## Task details
Set down all the data again. Change nothing.

*** The data ***

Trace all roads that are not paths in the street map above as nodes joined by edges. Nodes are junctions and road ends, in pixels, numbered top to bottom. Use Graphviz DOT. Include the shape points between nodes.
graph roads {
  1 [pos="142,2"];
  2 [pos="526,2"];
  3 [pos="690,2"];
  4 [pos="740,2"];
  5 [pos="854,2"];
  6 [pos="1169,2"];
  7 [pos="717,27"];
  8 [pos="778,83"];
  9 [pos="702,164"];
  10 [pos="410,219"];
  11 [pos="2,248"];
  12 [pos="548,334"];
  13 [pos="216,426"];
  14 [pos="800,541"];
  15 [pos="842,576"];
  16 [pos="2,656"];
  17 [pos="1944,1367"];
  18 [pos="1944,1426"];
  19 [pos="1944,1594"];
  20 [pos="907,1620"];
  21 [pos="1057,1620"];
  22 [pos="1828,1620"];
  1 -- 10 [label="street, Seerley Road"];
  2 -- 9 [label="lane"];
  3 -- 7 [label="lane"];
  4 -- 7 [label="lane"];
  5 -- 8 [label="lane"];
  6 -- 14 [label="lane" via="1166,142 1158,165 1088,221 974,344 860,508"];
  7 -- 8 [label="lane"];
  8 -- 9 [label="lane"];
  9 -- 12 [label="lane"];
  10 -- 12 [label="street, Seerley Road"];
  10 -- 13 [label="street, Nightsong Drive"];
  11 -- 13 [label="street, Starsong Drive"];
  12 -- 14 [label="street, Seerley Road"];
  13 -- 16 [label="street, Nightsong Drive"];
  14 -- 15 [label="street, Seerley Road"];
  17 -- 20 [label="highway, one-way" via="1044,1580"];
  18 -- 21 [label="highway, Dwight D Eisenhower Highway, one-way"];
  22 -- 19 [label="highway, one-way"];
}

*** End of The data ***

## Written solution
Trace all roads that are not paths in the street map above as nodes joined by edges. Nodes are junctions and road ends, in pixels, numbered top to bottom. Use Graphviz DOT. Include the shape points between nodes.
graph roads {
  1 [pos="142,2"];
  2 [pos="526,2"];
  3 [pos="690,2"];
  4 [pos="740,2"];
  5 [pos="854,2"];
  6 [pos="1169,2"];
  7 [pos="717,27"];
  8 [pos="778,83"];
  9 [pos="702,164"];
  10 [pos="410,219"];
  11 [pos="2,248"];
  12 [pos="548,334"];
  13 [pos="216,426"];
  14 [pos="800,541"];
  15 [pos="842,576"];
  16 [pos="2,656"];
  17 [pos="1944,1367"];
  18 [pos="1944,1426"];
  19 [pos="1944,1594"];
  20 [pos="907,1620"];
  21 [pos="1057,1620"];
  22 [pos="1828,1620"];
  1 -- 10 [label="street, Seerley Road"];
  2 -- 9 [label="lane"];
  3 -- 7 [label="lane"];
  4 -- 7 [label="lane"];
  5 -- 8 [label="lane"];
  6 -- 14 [label="lane" via="1166,142 1158,165 1088,221 974,344 860,508"];
  7 -- 8 [label="lane"];
  8 -- 9 [label="lane"];
  9 -- 12 [label="lane"];
  10 -- 12 [label="street, Seerley Road"];
  10 -- 13 [label="street, Nightsong Drive"];
  11 -- 13 [label="street, Starsong Drive"];
  12 -- 14 [label="street, Seerley Road"];
  13 -- 16 [label="street, Nightsong Drive"];
  14 -- 15 [label="street, Seerley Road"];
  17 -- 20 [label="highway, one-way" via="1044,1580"];
  18 -- 21 [label="highway, Dwight D Eisenhower Highway, one-way"];
  22 -- 19 [label="highway, one-way"];
}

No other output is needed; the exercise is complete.